Activity >> The following entries should be restated word for word, pictures excluded.

Saved entries >>
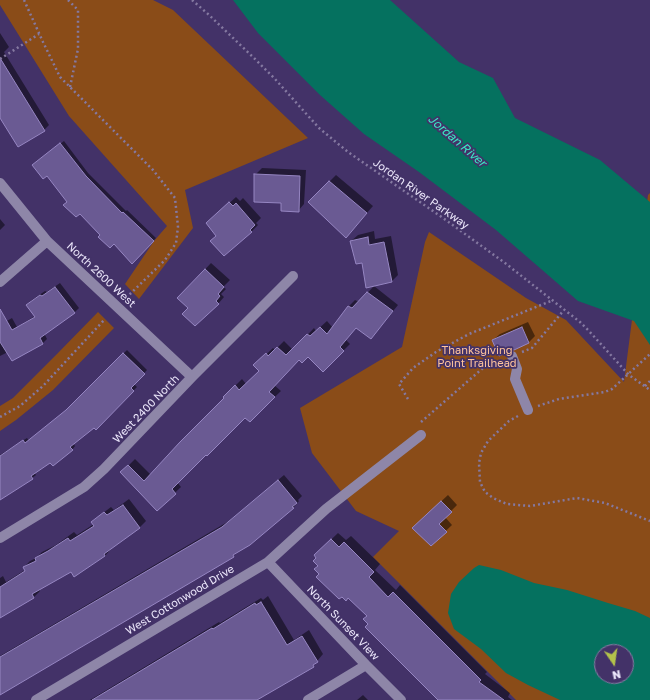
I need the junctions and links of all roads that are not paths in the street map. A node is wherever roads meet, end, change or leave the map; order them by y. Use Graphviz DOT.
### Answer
graph roads {
  1 [pos="0,183"];
  2 [pos="47,241"];
  3 [pos="293,276"];
  4 [pos="0,282"];
  5 [pos="512,356"];
  6 [pos="192,378"];
  7 [pos="528,410"];
  8 [pos="421,435"];
  9 [pos="0,538"];
  10 [pos="268,562"];
  11 [pos="366,665"];
  12 [pos="36,700"];
  13 [pos="308,700"];
  14 [pos="401,700"];
  1 -- 2 [label="street, North 2600 West"];
  2 -- 4 [label="street"];
  2 -- 6 [label="street, North 2600 West"];
  3 -- 6 [label="street, West 2400 North"];
  5 -- 7 [label="street"];
  6 -- 9 [label="street, West 2400 North"];
  8 -- 10 [label="street, West Cottonwood Drive"];
  10 -- 11 [label="street, North Sunset View"];
  10 -- 12 [label="street, West Cottonwood Drive"];
  11 -- 13 [label="street"];
  11 -- 14 [label="street, North Sunset View"];
}
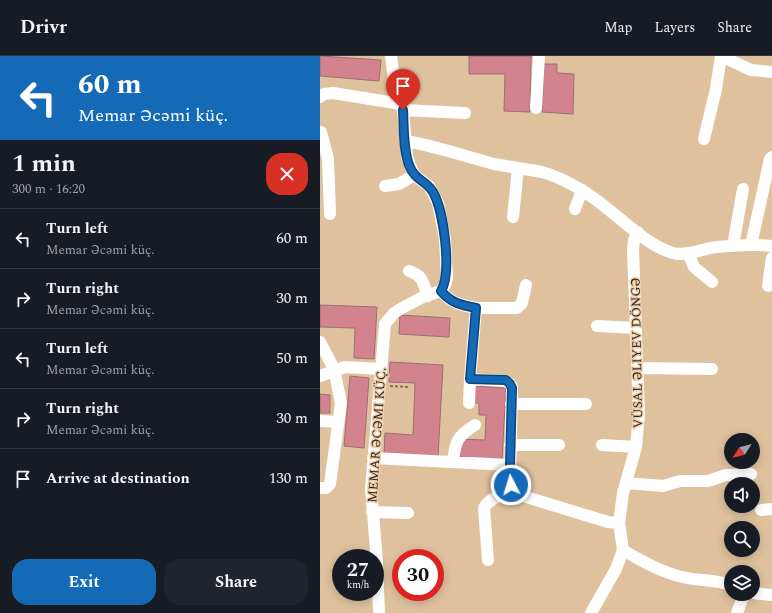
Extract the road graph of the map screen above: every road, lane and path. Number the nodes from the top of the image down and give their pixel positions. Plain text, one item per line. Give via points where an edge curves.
1 (391, 56) edge
2 (539, 56) edge
3 (721, 56) edge
4 (772, 72) edge
5 (320, 97) edge
6 (402, 107) junction
7 (536, 108) dead end
8 (464, 113) dead end
9 (320, 131) edge
10 (704, 140) dead end
11 (406, 141) junction
12 (772, 157) edge
13 (518, 168) junction
14 (414, 175) junction
15 (385, 186) dead end
16 (743, 189) dead end
17 (582, 190) junction
18 (575, 209) dead end
19 (330, 214) dead end
20 (513, 217) dead end
21 (638, 232) junction
22 (751, 245) junction
23 (733, 246) junction
24 (772, 246) edge
25 (688, 253) junction
26 (772, 258) edge
27 (409, 271) dead end
28 (712, 282) dead end
29 (526, 285) dead end
30 (768, 286) dead end
31 (441, 291) junction
32 (428, 296) junction
33 (476, 308) junction
34 (597, 326) dead end
35 (636, 328) junction
36 (320, 342) edge
37 (380, 368) junction
38 (639, 368) junction
39 (712, 369) dead end
40 (334, 370) junction
41 (320, 376) edge
42 (470, 379) junction
43 (379, 385) junction
44 (410, 387) dead end
45 (469, 403) dead end
46 (511, 404) junction
47 (586, 404) dead end
48 (320, 421) edge
49 (338, 422) junction
50 (475, 425) dead end
51 (510, 445) junction
52 (559, 445) dead end
53 (602, 445) dead end
54 (636, 448) junction
55 (373, 458) junction
56 (452, 462) junction
57 (510, 465) junction
58 (751, 474) dead end
59 (626, 483) junction
60 (320, 488) edge
61 (514, 490) junction
62 (372, 512) junction
63 (408, 513) dead end
64 (619, 523) junction
65 (623, 550) junction
66 (488, 560) dead end
67 (724, 583) edge
68 (760, 594) edge
69 (772, 595) edge
70 (741, 601) edge
71 (379, 613) edge
72 (591, 613) edge
73 (737, 613) edge

1 - 6 street
2 - 7 street
3 - 4 street via 752,70
3 - 10 street
5 - 6 street via 333,93
6 - 8 street
6 - 11 street
9 - 19 street via 328,159
11 - 13 street
11 - 14 street via 407,157
12 - 22 street
13 - 17 street via 554,176
13 - 20 street
14 - 15 street via 399,184
14 - 31 street via 429,186 438,203 446,251 447,278
16 - 23 street
17 - 18 street
17 - 21 street
21 - 25 street via 671,253
21 - 35 street, VÜSAL ƏLIYEV DÖNGƏ via 633,249
22 - 23 street
22 - 24 street
23 - 25 street
25 - 28 street via 694,267
26 - 30 street
27 - 32 street via 418,274
29 - 33 street via 522,303 516,308
31 - 32 street, MEMAR ƏCƏMI KÜÇ.
31 - 33 street via 455,303
32 - 37 street, MEMAR ƏCƏMI KÜÇ. via 402,308 388,318 385,324
33 - 42 street
34 - 35 street
35 - 38 street, VÜSAL ƏLIYEV DÖNGƏ
36 - 40 street
37 - 40 street via 345,367
37 - 43 street, MEMAR ƏCƏMI KÜÇ.
38 - 39 street
38 - 54 street, VÜSAL ƏLIYEV DÖNGƏ
40 - 41 street
40 - 49 street via 341,403
42 - 45 street
42 - 46 street via 508,381 512,388
43 - 44 path
43 - 55 street, MEMAR ƏCƏMI KÜÇ.
46 - 47 street
46 - 51 street
48 - 49 street
49 - 60 street via 330,484 326,488
50 - 56 street via 456,442
51 - 52 street
51 - 57 street
53 - 54 street
54 - 59 street, VÜSAL ƏLIYEV DÖNGƏ
55 - 56 street
55 - 62 street, MEMAR ƏCƏMI KÜÇ. via 370,489
56 - 57 street
57 - 61 street via 510,479
58 - 59 street via 726,475 708,481 680,481 663,486
59 - 64 street, VÜSAL ƏLIYEV DÖNGƏ
61 - 64 street via 526,497
61 - 66 street via 491,499 484,508
62 - 63 street
62 - 71 street, MEMAR ƏCƏMI KÜÇ.
64 - 65 street, VÜSAL ƏLIYEV DÖNGƏ
65 - 67 street via 672,574
65 - 72 street via 616,569
68 - 69 street
70 - 73 street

Response area >>
I need the junctions and links of all roads that are not paths in the street map. A node is wherever roads meet, end, change or leave the map; order them by y. Use Graphviz DOT.
### Answer
graph roads {
  1 [pos="0,183"];
  2 [pos="47,241"];
  3 [pos="293,276"];
  4 [pos="0,282"];
  5 [pos="512,356"];
  6 [pos="192,378"];
  7 [pos="528,410"];
  8 [pos="421,435"];
  9 [pos="0,538"];
  10 [pos="268,562"];
  11 [pos="366,665"];
  12 [pos="36,700"];
  13 [pos="308,700"];
  14 [pos="401,700"];
  1 -- 2 [label="street, North 2600 West"];
  2 -- 4 [label="street"];
  2 -- 6 [label="street, North 2600 West"];
  3 -- 6 [label="street, West 2400 North"];
  5 -- 7 [label="street"];
  6 -- 9 [label="street, West 2400 North"];
  8 -- 10 [label="street, West Cottonwood Drive"];
  10 -- 11 [label="street, North Sunset View"];
  10 -- 12 [label="street, West Cottonwood Drive"];
  11 -- 13 [label="street"];
  11 -- 14 [label="street, North Sunset View"];
}
Extract the road graph of the map screen above: every road, lane and path. Number the nodes from the top of the image down and give their pixel positions. Plain text, one item per line. Give via points where an edge curves.
1 (391, 56) edge
2 (539, 56) edge
3 (721, 56) edge
4 (772, 72) edge
5 (320, 97) edge
6 (402, 107) junction
7 (536, 108) dead end
8 (464, 113) dead end
9 (320, 131) edge
10 (704, 140) dead end
11 (406, 141) junction
12 (772, 157) edge
13 (518, 168) junction
14 (414, 175) junction
15 (385, 186) dead end
16 (743, 189) dead end
17 (582, 190) junction
18 (575, 209) dead end
19 (330, 214) dead end
20 (513, 217) dead end
21 (638, 232) junction
22 (751, 245) junction
23 (733, 246) junction
24 (772, 246) edge
25 (688, 253) junction
26 (772, 258) edge
27 (409, 271) dead end
28 (712, 282) dead end
29 (526, 285) dead end
30 (768, 286) dead end
31 (441, 291) junction
32 (428, 296) junction
33 (476, 308) junction
34 (597, 326) dead end
35 (636, 328) junction
36 (320, 342) edge
37 (380, 368) junction
38 (639, 368) junction
39 (712, 369) dead end
40 (334, 370) junction
41 (320, 376) edge
42 (470, 379) junction
43 (379, 385) junction
44 (410, 387) dead end
45 (469, 403) dead end
46 (511, 404) junction
47 (586, 404) dead end
48 (320, 421) edge
49 (338, 422) junction
50 (475, 425) dead end
51 (510, 445) junction
52 (559, 445) dead end
53 (602, 445) dead end
54 (636, 448) junction
55 (373, 458) junction
56 (452, 462) junction
57 (510, 465) junction
58 (751, 474) dead end
59 (626, 483) junction
60 (320, 488) edge
61 (514, 490) junction
62 (372, 512) junction
63 (408, 513) dead end
64 (619, 523) junction
65 (623, 550) junction
66 (488, 560) dead end
67 (724, 583) edge
68 (760, 594) edge
69 (772, 595) edge
70 (741, 601) edge
71 (379, 613) edge
72 (591, 613) edge
73 (737, 613) edge

1 - 6 street
2 - 7 street
3 - 4 street via 752,70
3 - 10 street
5 - 6 street via 333,93
6 - 8 street
6 - 11 street
9 - 19 street via 328,159
11 - 13 street
11 - 14 street via 407,157
12 - 22 street
13 - 17 street via 554,176
13 - 20 street
14 - 15 street via 399,184
14 - 31 street via 429,186 438,203 446,251 447,278
16 - 23 street
17 - 18 street
17 - 21 street
21 - 25 street via 671,253
21 - 35 street, VÜSAL ƏLIYEV DÖNGƏ via 633,249
22 - 23 street
22 - 24 street
23 - 25 street
25 - 28 street via 694,267
26 - 30 street
27 - 32 street via 418,274
29 - 33 street via 522,303 516,308
31 - 32 street, MEMAR ƏCƏMI KÜÇ.
31 - 33 street via 455,303
32 - 37 street, MEMAR ƏCƏMI KÜÇ. via 402,308 388,318 385,324
33 - 42 street
34 - 35 street
35 - 38 street, VÜSAL ƏLIYEV DÖNGƏ
36 - 40 street
37 - 40 street via 345,367
37 - 43 street, MEMAR ƏCƏMI KÜÇ.
38 - 39 street
38 - 54 street, VÜSAL ƏLIYEV DÖNGƏ
40 - 41 street
40 - 49 street via 341,403
42 - 45 street
42 - 46 street via 508,381 512,388
43 - 44 path
43 - 55 street, MEMAR ƏCƏMI KÜÇ.
46 - 47 street
46 - 51 street
48 - 49 street
49 - 60 street via 330,484 326,488
50 - 56 street via 456,442
51 - 52 street
51 - 57 street
53 - 54 street
54 - 59 street, VÜSAL ƏLIYEV DÖNGƏ
55 - 56 street
55 - 62 street, MEMAR ƏCƏMI KÜÇ. via 370,489
56 - 57 street
57 - 61 street via 510,479
58 - 59 street via 726,475 708,481 680,481 663,486
59 - 64 street, VÜSAL ƏLIYEV DÖNGƏ
61 - 64 street via 526,497
61 - 66 street via 491,499 484,508
62 - 63 street
62 - 71 street, MEMAR ƏCƏMI KÜÇ.
64 - 65 street, VÜSAL ƏLIYEV DÖNGƏ
65 - 67 street via 672,574
65 - 72 street via 616,569
68 - 69 street
70 - 73 street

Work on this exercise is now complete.